An example of an inverter employing method (a) comprises four six-pulse bridge inverters divided into pairs which are connected respectively to wye/wye and delta/wye transformers to produce 12-pulse outputs. The two 12-pulse outputs are displaced so that the first leads and the second lags the final output by 7.5 degrees. The outputs are summed in series to produce a 24-pulse output.
An example of method (b) comprises two identical transformers having wye primaries and 15 degree shift zig-zag secondaries fed by two pairs of six-pulse inverters. The first pair of inverters are operated at angles of 22.5 and (7.5 +180) degrees and feed the opposite ends of the open wye primaries of the first transformer. The second pair of inverters operated at angles of -7.5 and (-22.5 +180) degrees feed the opposite ends of the open wye primaries of the second transformer. The fundamental voltages produced at the secondaries are both at zero degrees and sum directly to form a 24-pulse output.
The first technique (a) does not reduce the total number of transformers required.
The second technique (b) is restricted to phase-shifting transformers which do not have delta windings or other connections which form a short circuit to zero sequence voltages which are generated with this technique.

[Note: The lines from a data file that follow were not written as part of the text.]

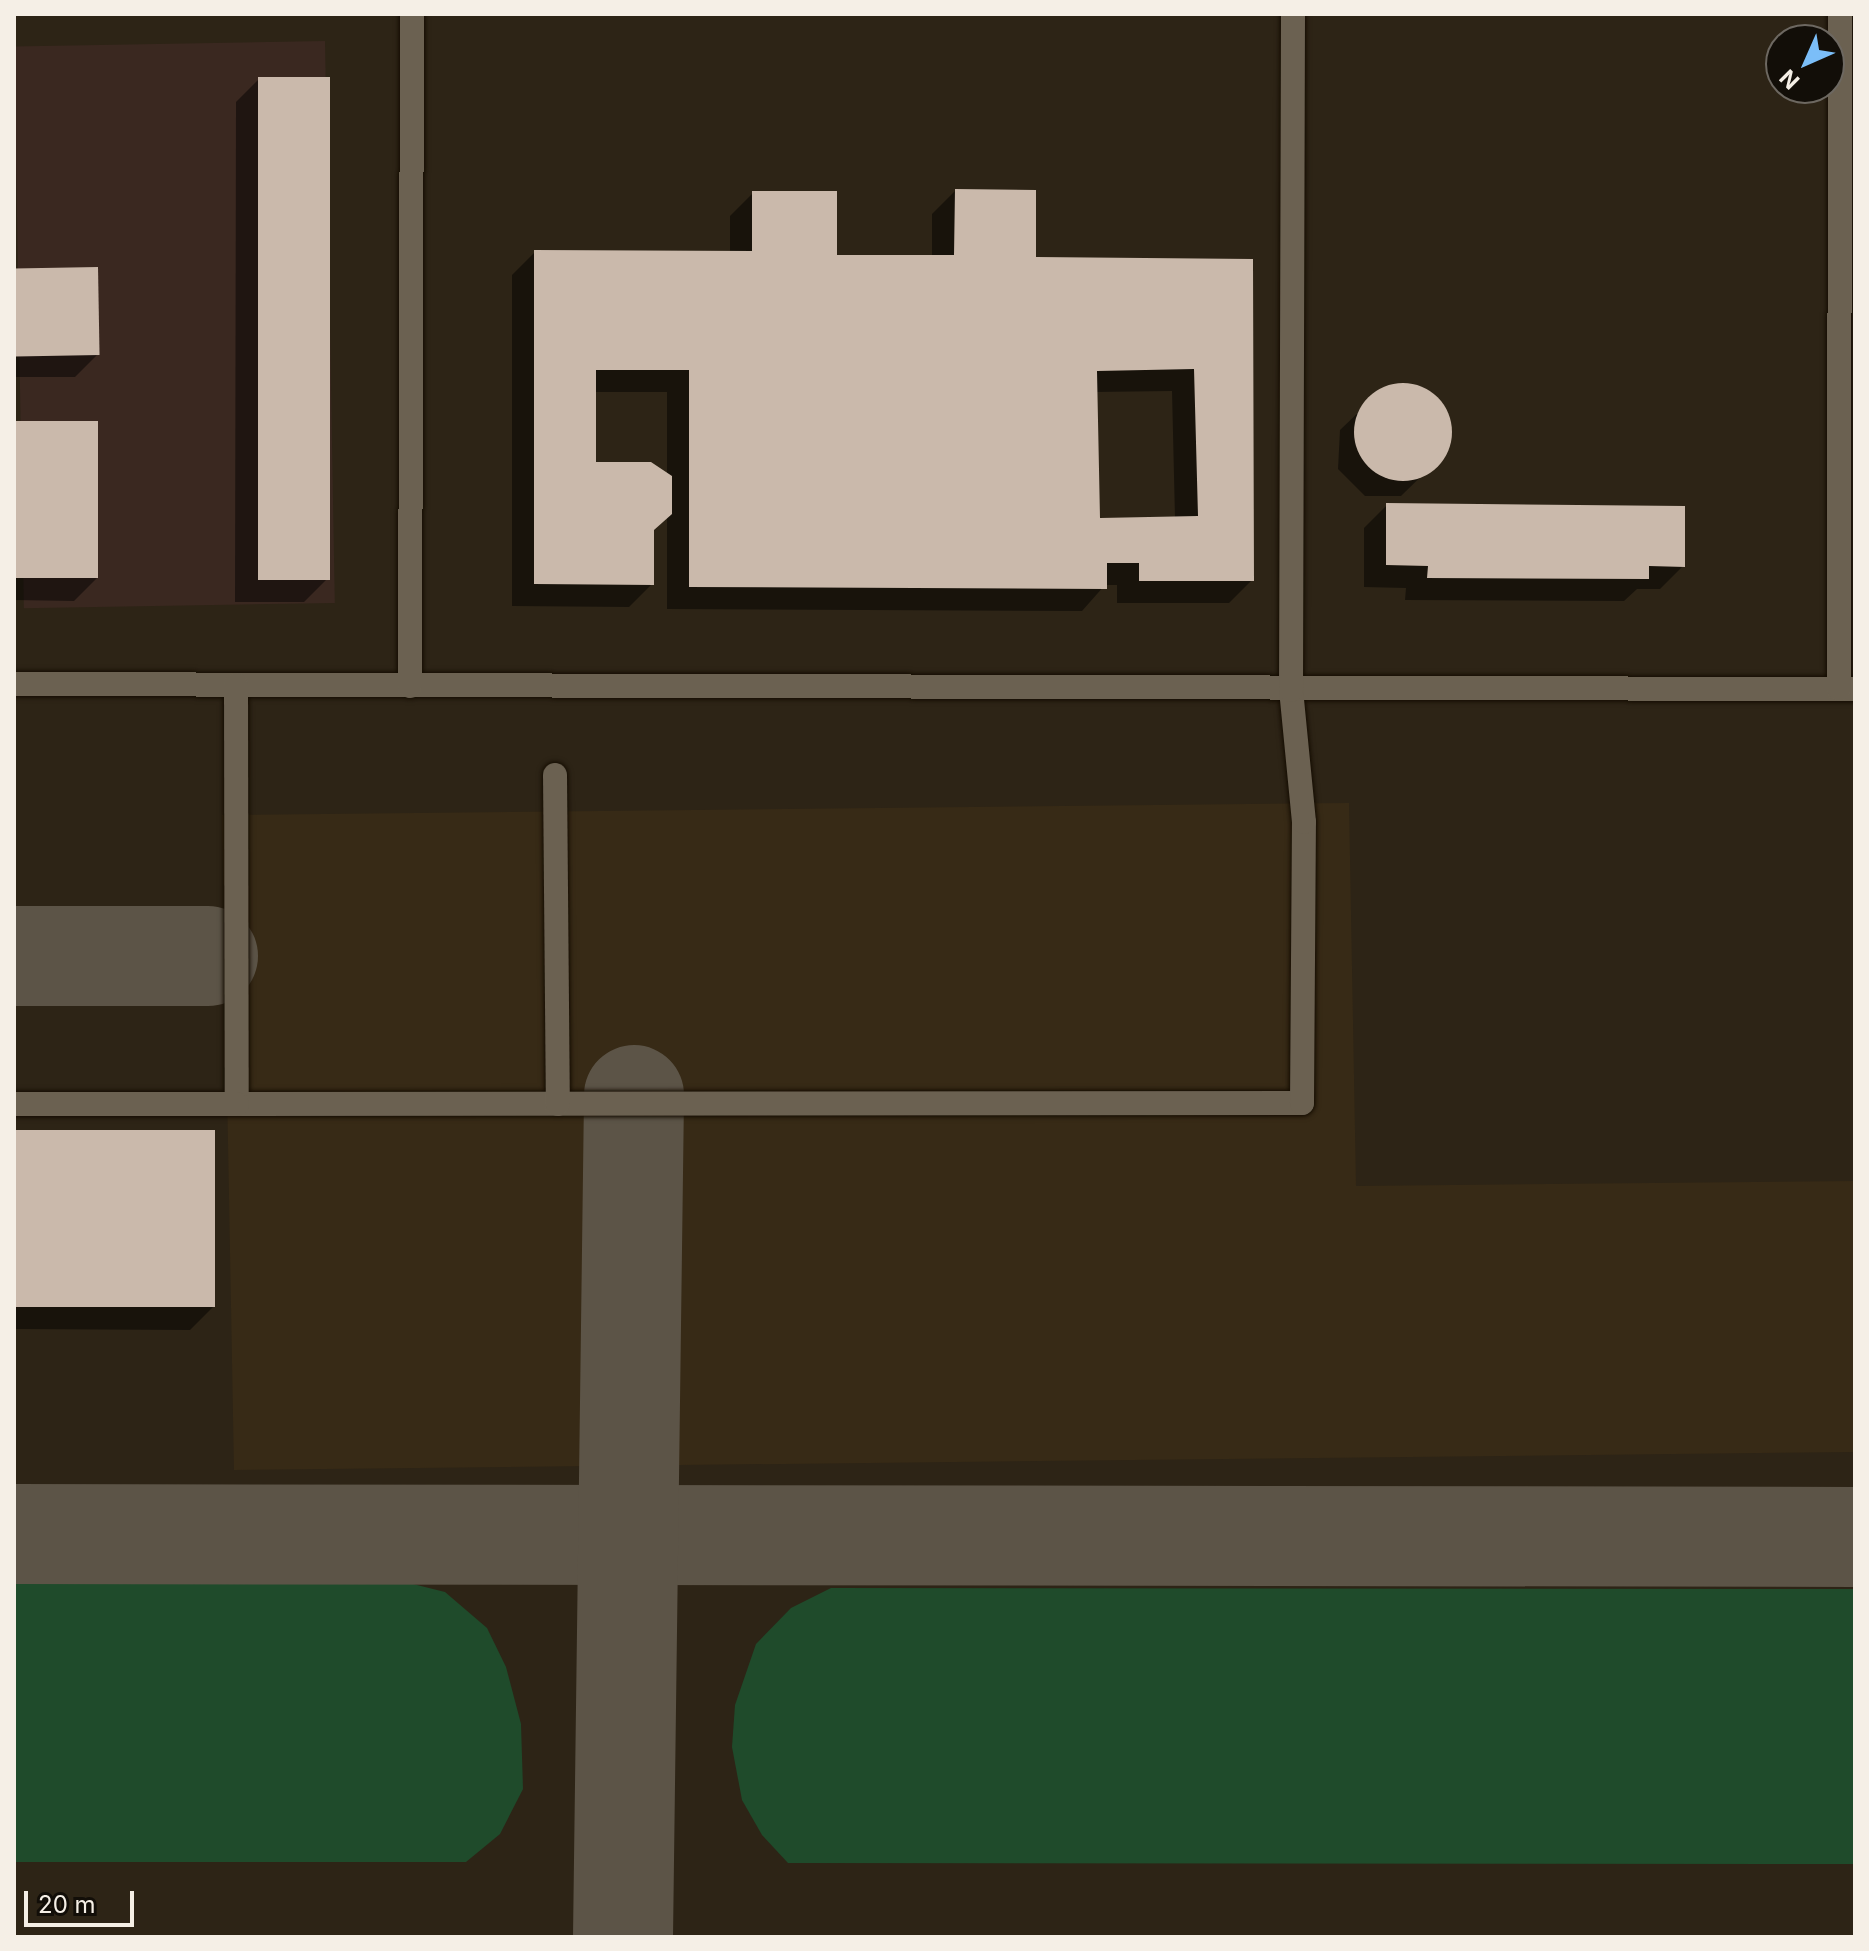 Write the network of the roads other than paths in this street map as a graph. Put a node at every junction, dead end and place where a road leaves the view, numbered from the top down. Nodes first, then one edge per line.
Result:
1 (412, 14) edge
2 (1293, 14) edge
3 (1840, 14) edge
4 (1847, 469) edge
5 (14, 684) edge
6 (236, 685) junction
7 (410, 686) junction
8 (1847, 689) edge
9 (1291, 690) junction
10 (555, 775) dead end
11 (14, 1104) edge
12 (237, 1104) junction
13 (558, 1104) junction

1 - 7 street
2 - 9 street
3 - 4 street
4 - 8 street
5 - 6 street
6 - 7 street
6 - 12 street
7 - 9 street
8 - 9 street
9 - 13 street
10 - 13 street
11 - 12 street
12 - 13 street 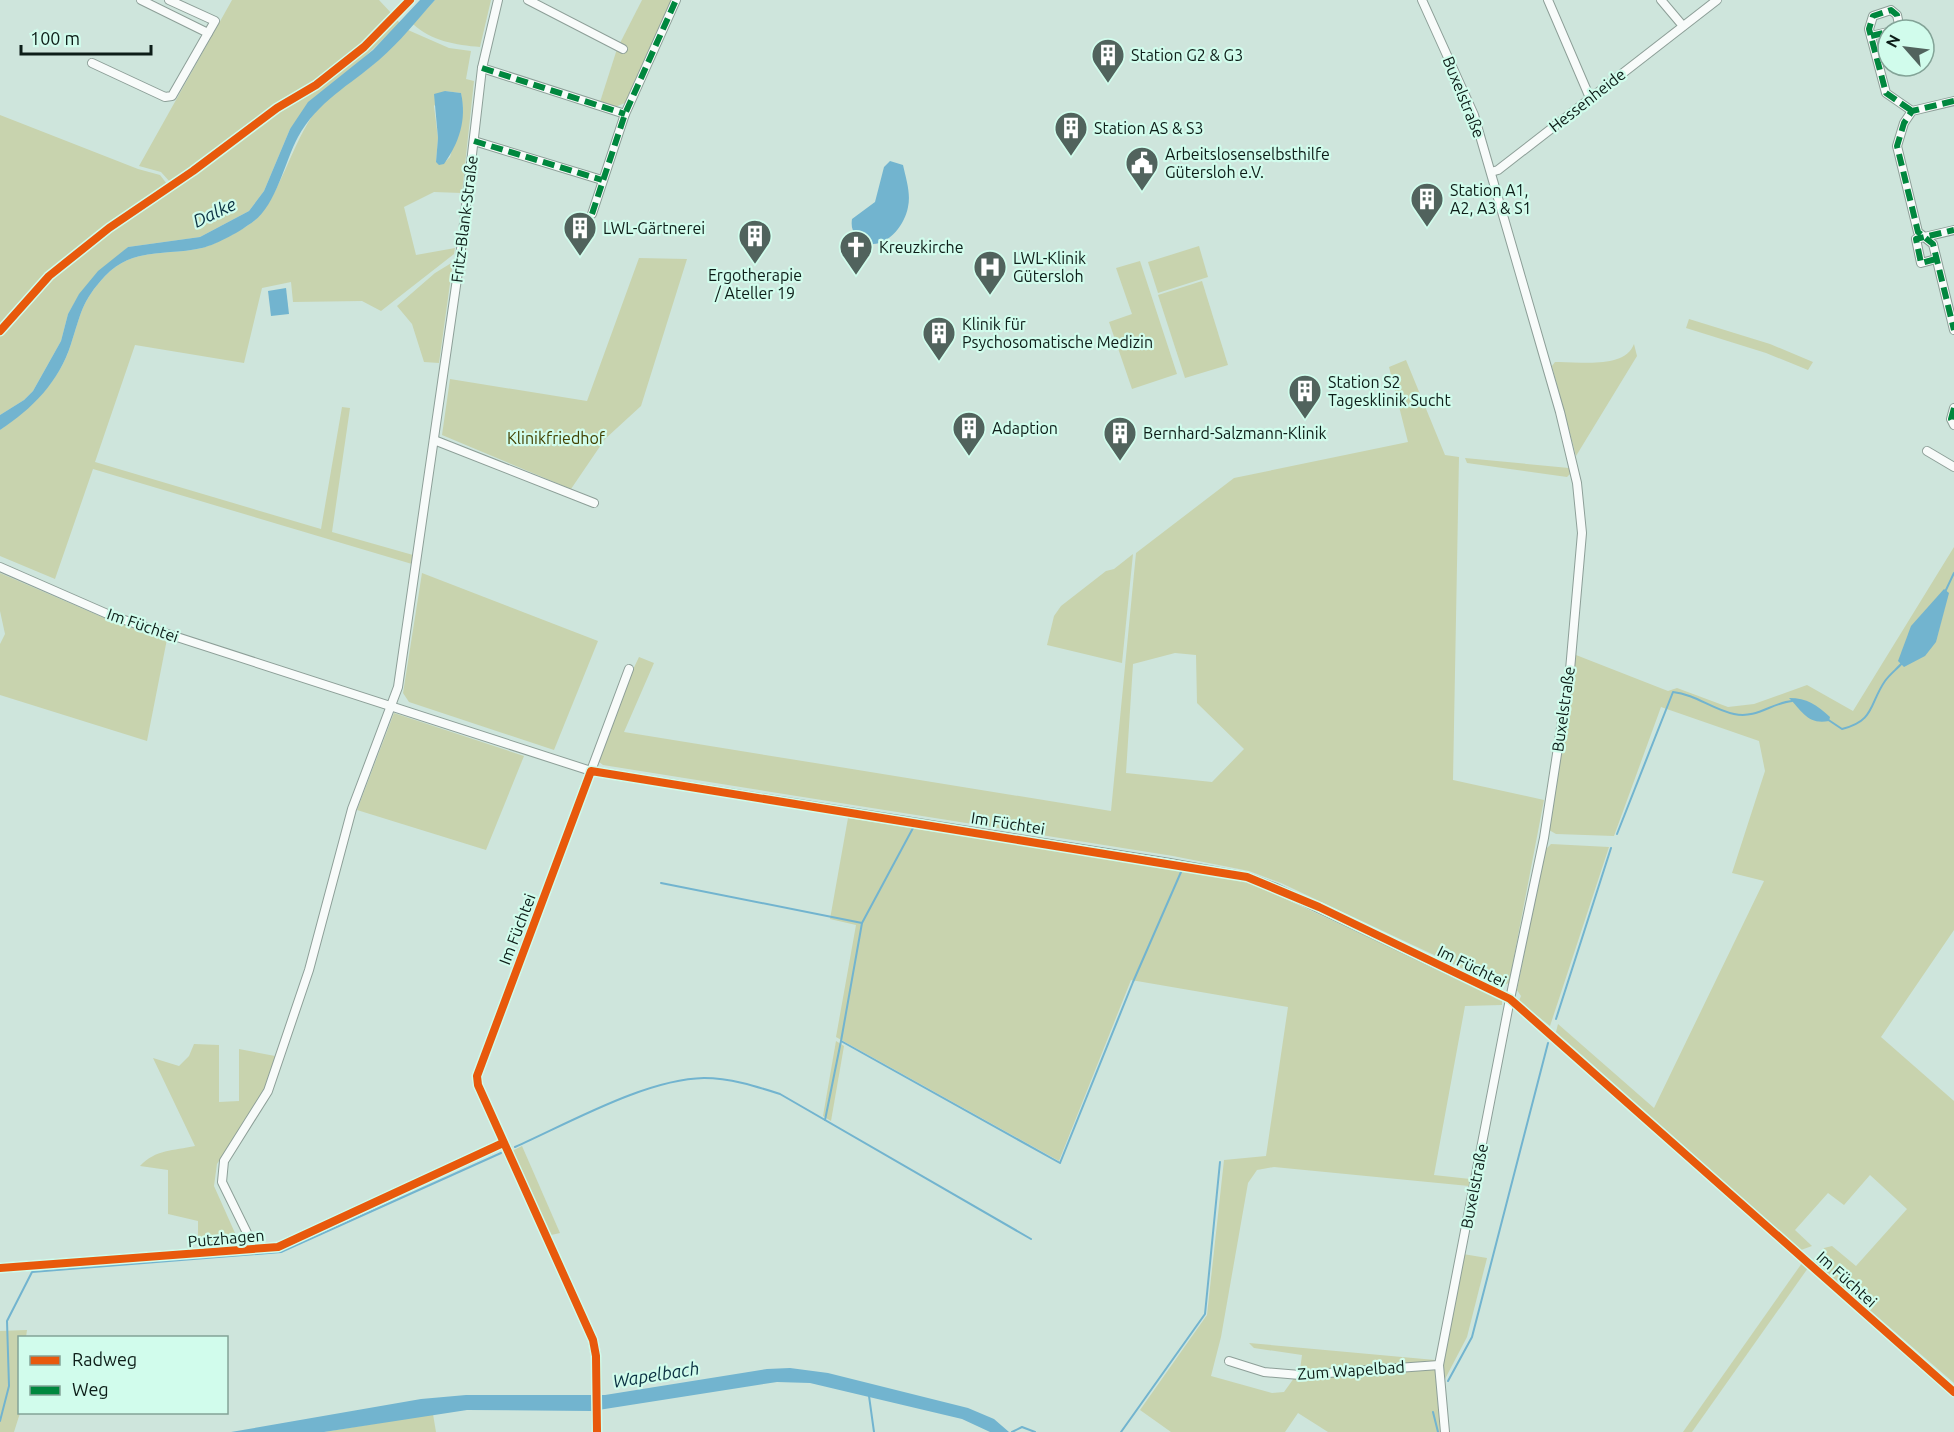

Resolution of the voltages in a threephase electrical system into positive, negative and zero sequence voltages is a known technique of analyzing such systems. The zero sequence voltages are components of each of the threephase voltages which are in phase and equal magnitude. In a true harmonic neutralized inverter, there are no zero sequence voltages. However, in the quasi-harmonic neutralized inverters with open wye primary windings fed at opposite ends by poles of two different six-pulse bridge inverters, zero sequence voltages are present. If the secondary windings of the phase shifting transformers were connected so as to provide a low impedance path for the zero sequence voltages, large zero sequence currents would flow. Unfortunately, while a wye secondary winding in one phase shifting transformer and a delta secondary winding in a second, provide a simple means of achieving the required 30 degree phase shift for a 24-pulse quasi-harmonic neutralized inverter using standard transformers, such an arrangement would provide a short circuit for zero sequence currents generated in an inverter with open wye primaries fed at opposite ends by separate six-pulse bridge inverters circuits. In addition, wye connected secondaries with a neutral line would provide a short circuit for zero sequence currents in this type of quasi-harmonic neutralized inverter.
There is a need therefore for an improved quasi harmonic neutralized static power inverter which requires a reduced number of preferably standard types of phase shifting transformers to generate quality output waveforms.
There is a further need for such an quasi-harmonic neutralized inverter which can be used with a threephase, four line system.
There is an additional need for such a quasi-harmonic neutralized inverter which can be implemented with minimum number of standard single phase transformers.